Maníaco do Cassino voltou ao centro do debate judicial no Rio Grande do Sul após o Ministério Público apresentar contrarrazões contra o pedido de progressão de regime do apenado, condenado a 184 anos de prisão por homicídios e roubos cometidos entre 1998 e 1999.
Mesmo tendo cumprido mais de 25 anos em regime fechado e atingido o requisito objetivo de 1/6 da pena, o MPRS afirma que os critérios subjetivos exigidos por lei não foram preenchidos.
O que está acontecendo e por quê
A defesa do condenado recorreu para tentar a progressão do regime fechado para o semiaberto.
Em resposta, o Ministério Público do RS pediu a rejeição do recurso, apontando que laudos técnicos recentes indicam alto risco de reincidência.
Segundo as contrarrazões assinadas pela promotora de Justiça Daniela Lucca da Silva, o apenado:
- Não demonstra autocrítica pelos crimes cometidos
- Não expressa empatia pelas vítimas e familiares
- Apresenta frieza emocional e comportamento impulsivo
- Supervaloriza seus próprios sentimentos em detrimento do sofrimento causado
- Cometeu recentemente uma falta disciplinar grave no presídio
Para o MP, esse conjunto de fatores inviabiliza qualquer abrandamento do regime neste momento.

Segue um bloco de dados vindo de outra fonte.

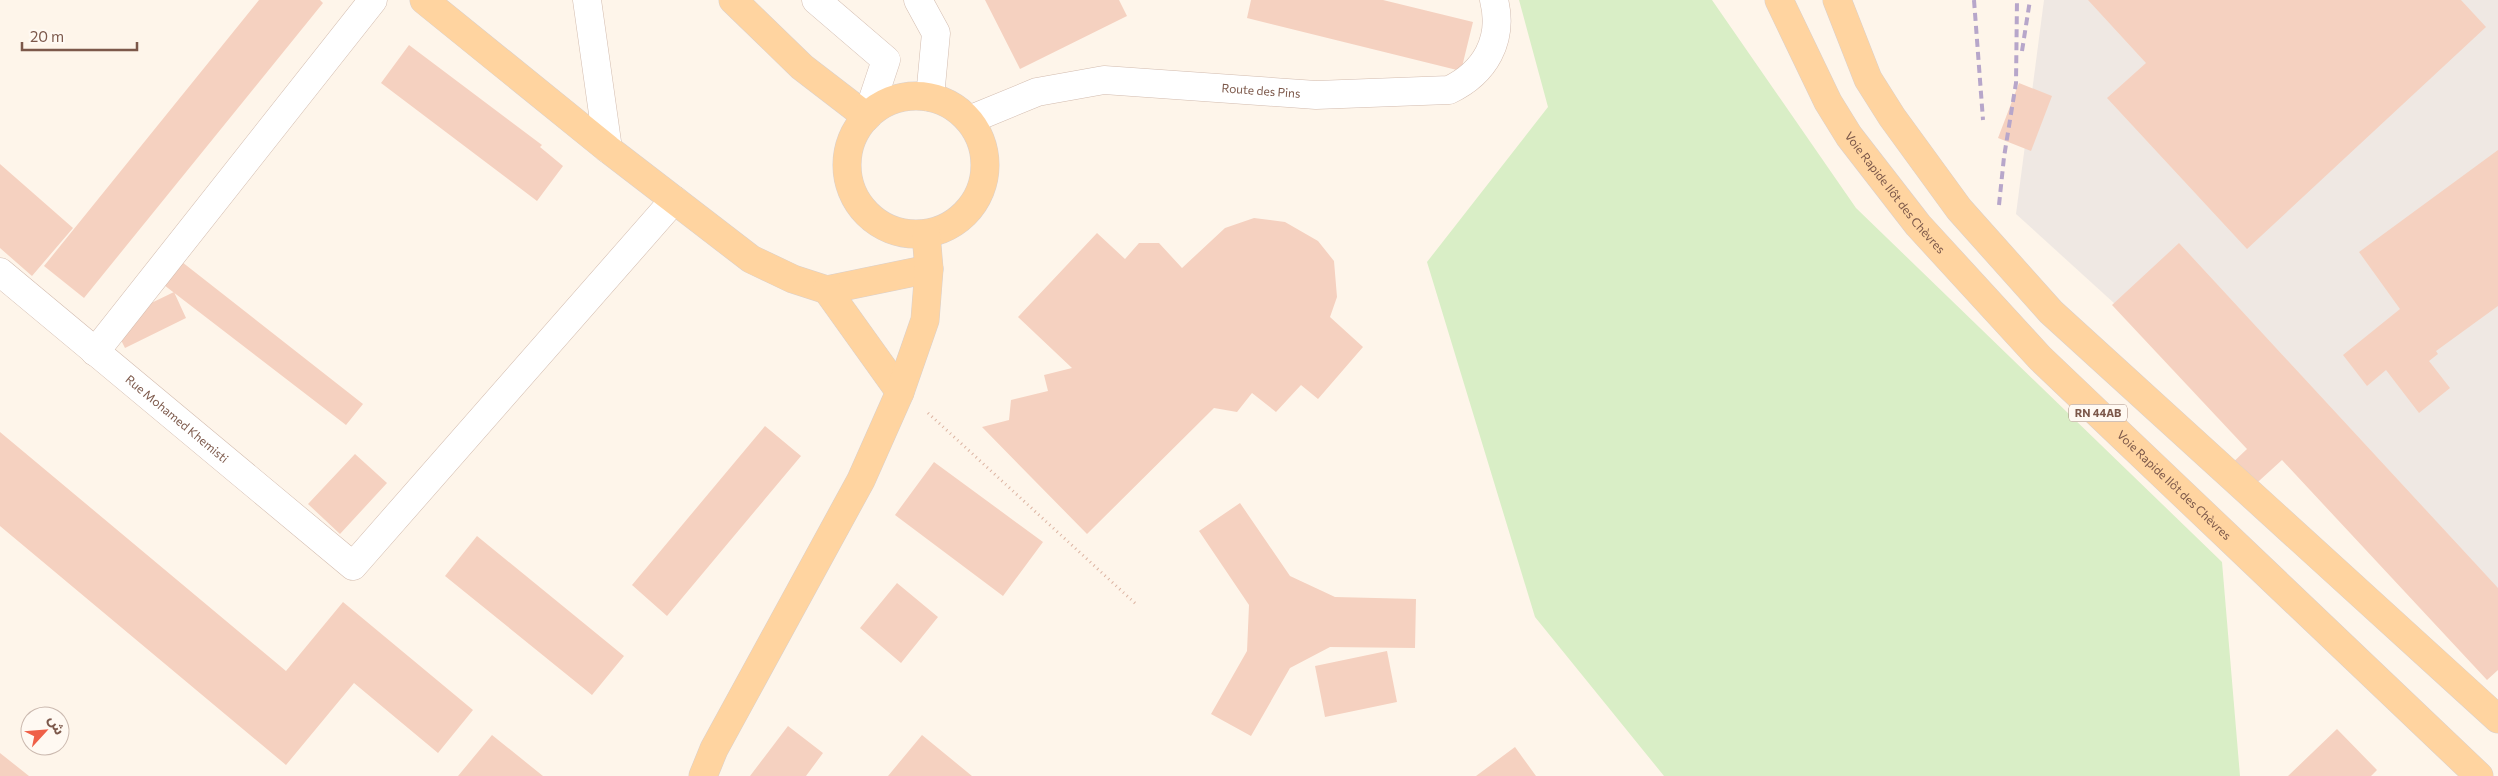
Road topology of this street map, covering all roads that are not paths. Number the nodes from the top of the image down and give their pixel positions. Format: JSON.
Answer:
{"nodes":[{"id":1,"x":373,"y":0,"type":"edge"},
{"id":2,"x":424,"y":0,"type":"edge"},
{"id":3,"x":587,"y":0,"type":"edge"},
{"id":4,"x":732,"y":0,"type":"edge"},
{"id":5,"x":816,"y":0,"type":"edge"},
{"id":6,"x":918,"y":0,"type":"edge"},
{"id":7,"x":1494,"y":0,"type":"edge"},
{"id":8,"x":1780,"y":0,"type":"edge"},
{"id":9,"x":1837,"y":0,"type":"edge"},
{"id":10,"x":930,"y":98,"type":"junction"},
{"id":11,"x":867,"y":117,"type":"junction"},
{"id":12,"x":969,"y":120,"type":"junction"},
{"id":13,"x":608,"y":149,"type":"junction"},
{"id":14,"x":674,"y":200,"type":"junction"},
{"id":15,"x":926,"y":234,"type":"junction"},
{"id":16,"x":929,"y":269,"type":"junction"},
{"id":17,"x":0,"y":272,"type":"edge"},
{"id":18,"x":827,"y":290,"type":"junction"},
{"id":19,"x":95,"y":352,"type":"junction"},
{"id":20,"x":900,"y":392,"type":"junction"},
{"id":21,"x":2498,"y":718,"type":"edge"},
{"id":22,"x":703,"y":776,"type":"edge"},
{"id":23,"x":2479,"y":776,"type":"edge"}],
"edges":[{"from":1,"to":19,"type":"street"},
{"from":2,"to":13,"type":"main road"},
{"from":3,"to":13,"type":"street"},
{"from":4,"to":11,"type":"main road"},
{"from":5,"to":11,"type":"street"},
{"from":6,"to":10,"type":"street"},
{"from":7,"to":12,"type":"street","name":"Route des Pins"},
{"from":8,"to":23,"type":"main road","name":"Voie Rapide Ilôt des Chèvres","number":"RN 44AB"},
{"from":9,"to":21,"type":"main road","number":"RN 44AB"},
{"from":10,"to":11,"type":"main road"},
{"from":10,"to":12,"type":"main road"},
{"from":11,"to":15,"type":"main road"},
{"from":12,"to":15,"type":"main road"},
{"from":13,"to":14,"type":"main road"},
{"from":14,"to":18,"type":"main road"},
{"from":14,"to":19,"type":"street","name":"Rue Mohamed Khemisti"},
{"from":15,"to":16,"type":"main road"},
{"from":16,"to":18,"type":"main road"},
{"from":16,"to":20,"type":"main road"},
{"from":17,"to":19,"type":"street","name":"Rue Mohamed Khemisti"},
{"from":18,"to":20,"type":"main road"},
{"from":20,"to":22,"type":"main road"}]}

Por que cumprir 1/6 da pena não garante progressão
A Lei de Execução Penal exige dois requisitos para a progressão de regime:
- Objetivo: cumprimento de fração mínima da pena
- Subjetivo: bom comportamento carcerário e condições pessoais favoráveis
O MPRS sustenta que apenas o primeiro foi atendido.
As avaliações psicológica e social, segundo o órgão, indicam que o condenado ainda apresenta traços de personalidade incompatíveis com a reintegração gradual à sociedade.

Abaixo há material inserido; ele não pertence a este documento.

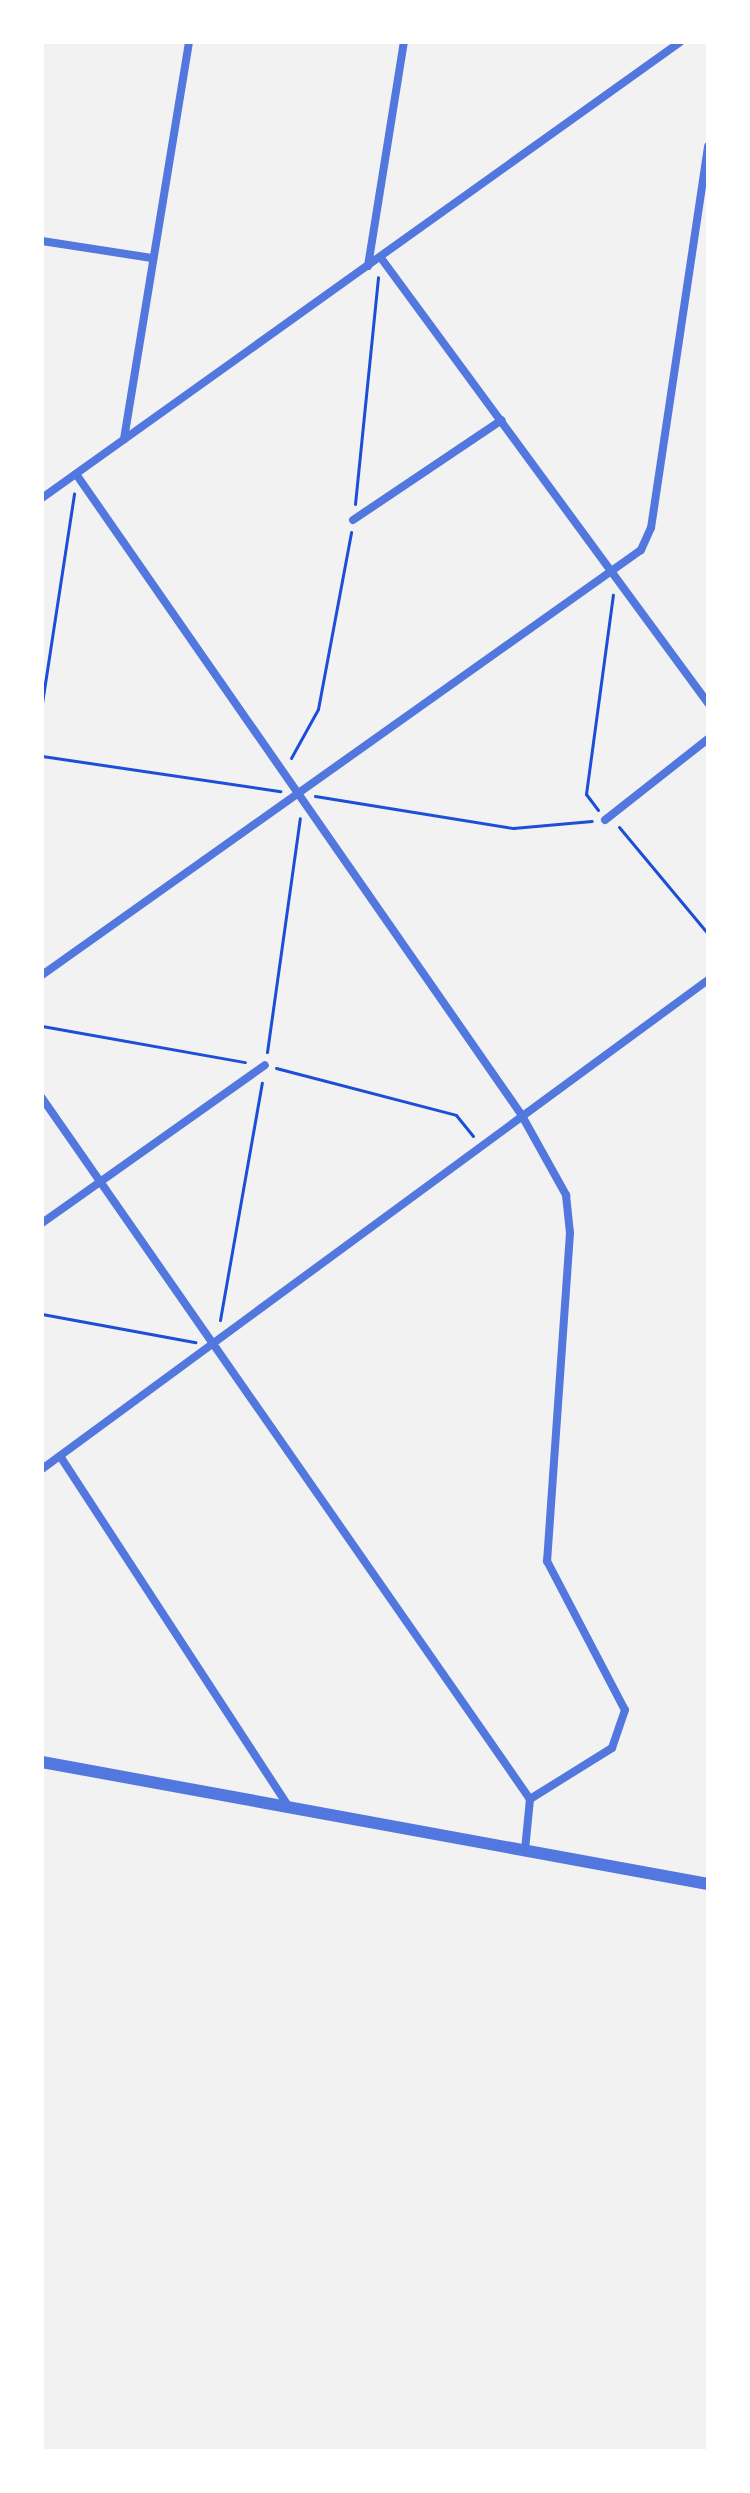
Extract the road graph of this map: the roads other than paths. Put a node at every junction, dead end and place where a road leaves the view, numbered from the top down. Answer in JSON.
{"nodes":[{"id":1,"x":189,"y":42,"type":"edge"},
{"id":2,"x":404,"y":42,"type":"edge"},
{"id":3,"x":680,"y":42,"type":"edge"},
{"id":4,"x":708,"y":146,"type":"edge"},
{"id":5,"x":42,"y":241,"type":"edge"},
{"id":6,"x":152,"y":258,"type":"junction"},
{"id":7,"x":381,"y":258,"type":"junction"},
{"id":8,"x":368,"y":266,"type":"junction"},
{"id":9,"x":502,"y":420,"type":"junction"},
{"id":10,"x":124,"y":439,"type":"junction"},
{"id":11,"x":76,"y":474,"type":"junction"},
{"id":12,"x":42,"y":498,"type":"edge"},
{"id":13,"x":353,"y":520,"type":"road end"},
{"id":14,"x":616,"y":573,"type":"junction"},
{"id":15,"x":708,"y":703,"type":"edge"},
{"id":16,"x":708,"y":739,"type":"edge"},
{"id":17,"x":304,"y":794,"type":"junction"},
{"id":18,"x":605,"y":820,"type":"road end"},
{"id":19,"x":42,"y":975,"type":"edge"},
{"id":20,"x":708,"y":980,"type":"edge"},
{"id":21,"x":265,"y":1065,"type":"road end"},
{"id":22,"x":42,"y":1098,"type":"edge"},
{"id":23,"x":521,"y":1114,"type":"junction"},
{"id":24,"x":102,"y":1181,"type":"junction"},
{"id":25,"x":42,"y":1223,"type":"edge"},
{"id":26,"x":216,"y":1346,"type":"junction"},
{"id":27,"x":60,"y":1456,"type":"junction"},
{"id":28,"x":42,"y":1469,"type":"edge"},
{"id":29,"x":42,"y":1762,"type":"edge"},
{"id":30,"x":530,"y":1799,"type":"junction"},
{"id":31,"x":290,"y":1809,"type":"junction"},
{"id":32,"x":525,"y":1850,"type":"junction"},
{"id":33,"x":708,"y":1884,"type":"edge"}],
"edges":[{"from":1,"to":6,"type":"street"},
{"from":2,"to":8,"type":"street"},
{"from":3,"to":7,"type":"street"},
{"from":4,"to":14,"type":"street"},
{"from":5,"to":6,"type":"street"},
{"from":6,"to":10,"type":"street"},
{"from":7,"to":8,"type":"street"},
{"from":7,"to":9,"type":"street"},
{"from":8,"to":10,"type":"street"},
{"from":9,"to":13,"type":"street"},
{"from":9,"to":14,"type":"street"},
{"from":10,"to":11,"type":"street"},
{"from":11,"to":12,"type":"street"},
{"from":11,"to":17,"type":"street"},
{"from":14,"to":15,"type":"street"},
{"from":14,"to":17,"type":"street"},
{"from":16,"to":18,"type":"street"},
{"from":17,"to":19,"type":"street"},
{"from":17,"to":23,"type":"street"},
{"from":20,"to":23,"type":"street"},
{"from":21,"to":24,"type":"street"},
{"from":22,"to":24,"type":"street"},
{"from":23,"to":26,"type":"street"},
{"from":23,"to":30,"type":"street"},
{"from":24,"to":25,"type":"street"},
{"from":24,"to":26,"type":"street"},
{"from":26,"to":27,"type":"street"},
{"from":26,"to":30,"type":"street"},
{"from":27,"to":28,"type":"street"},
{"from":27,"to":31,"type":"street"},
{"from":29,"to":31,"type":"street"},
{"from":30,"to":32,"type":"street"},
{"from":31,"to":32,"type":"street"},
{"from":32,"to":33,"type":"street"}]}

Sete homicídios em série no Litoral Sul
Os crimes ocorreram no final da década de 1990 e chocaram o Litoral Sul do Rio Grande do Sul.
O condenado assassinou sete pessoas em série e cometeu:
- Roubos qualificados
- Tentativas de homicídio
- Ataques a casais que estavam à noite na beira da praia
O padrão de atuação e a violência extrema levaram à alcunha de “Maníaco do Cassino”.
Análise: o impacto prático da decisão
Se o pedido de progressão fosse aceito, o condenado poderia deixar o regime fechado e passar a cumprir pena em ambiente com menor vigilância.
Para o Ministério Público, isso criaria um risco real à segurança pública, especialmente em regiões turísticas e litorâneas onde ocorreram os crimes.
A promotora argumenta que:
- A ausência de remorso indica baixa capacidade de responsabilização
- O histórico de impulsividade eleva o risco de novos episódios violentos
- A falta disciplinar recente demonstra fragilidade no autocontrole
Na prática, a manutenção do regime fechado sinaliza que crimes em série e de extrema gravidade exigem análise mais rigorosa antes de qualquer flexibilização penal.
O que muda a partir de agora
O Tribunal de Justiça do RS irá analisar o agravo em execução apresentado pela defesa.
Se acolher o entendimento do MP:
- O condenado permanecerá em regime fechado
- Novos pedidos de progressão dependerão de mudanças comprovadas no perfil psicológico e disciplinar
Se houver decisão contrária:
- Poderá ser determinada a transferência para o regime semiaberto
- Com monitoramento e regras de saída controlada
Em resumo
O Maníaco do Cassino pode sair da prisão agora?
Não. O MP pediu que o pedido de progressão seja negado por risco de reincidência.
Por que o MP é contra a progressão?
Por ausência de autocrítica, frieza emocional, impulsividade e falta disciplinar recente.
O que o tribunal vai decidir?
Se mantém o regime fechado ou autoriza a ida ao semiaberto.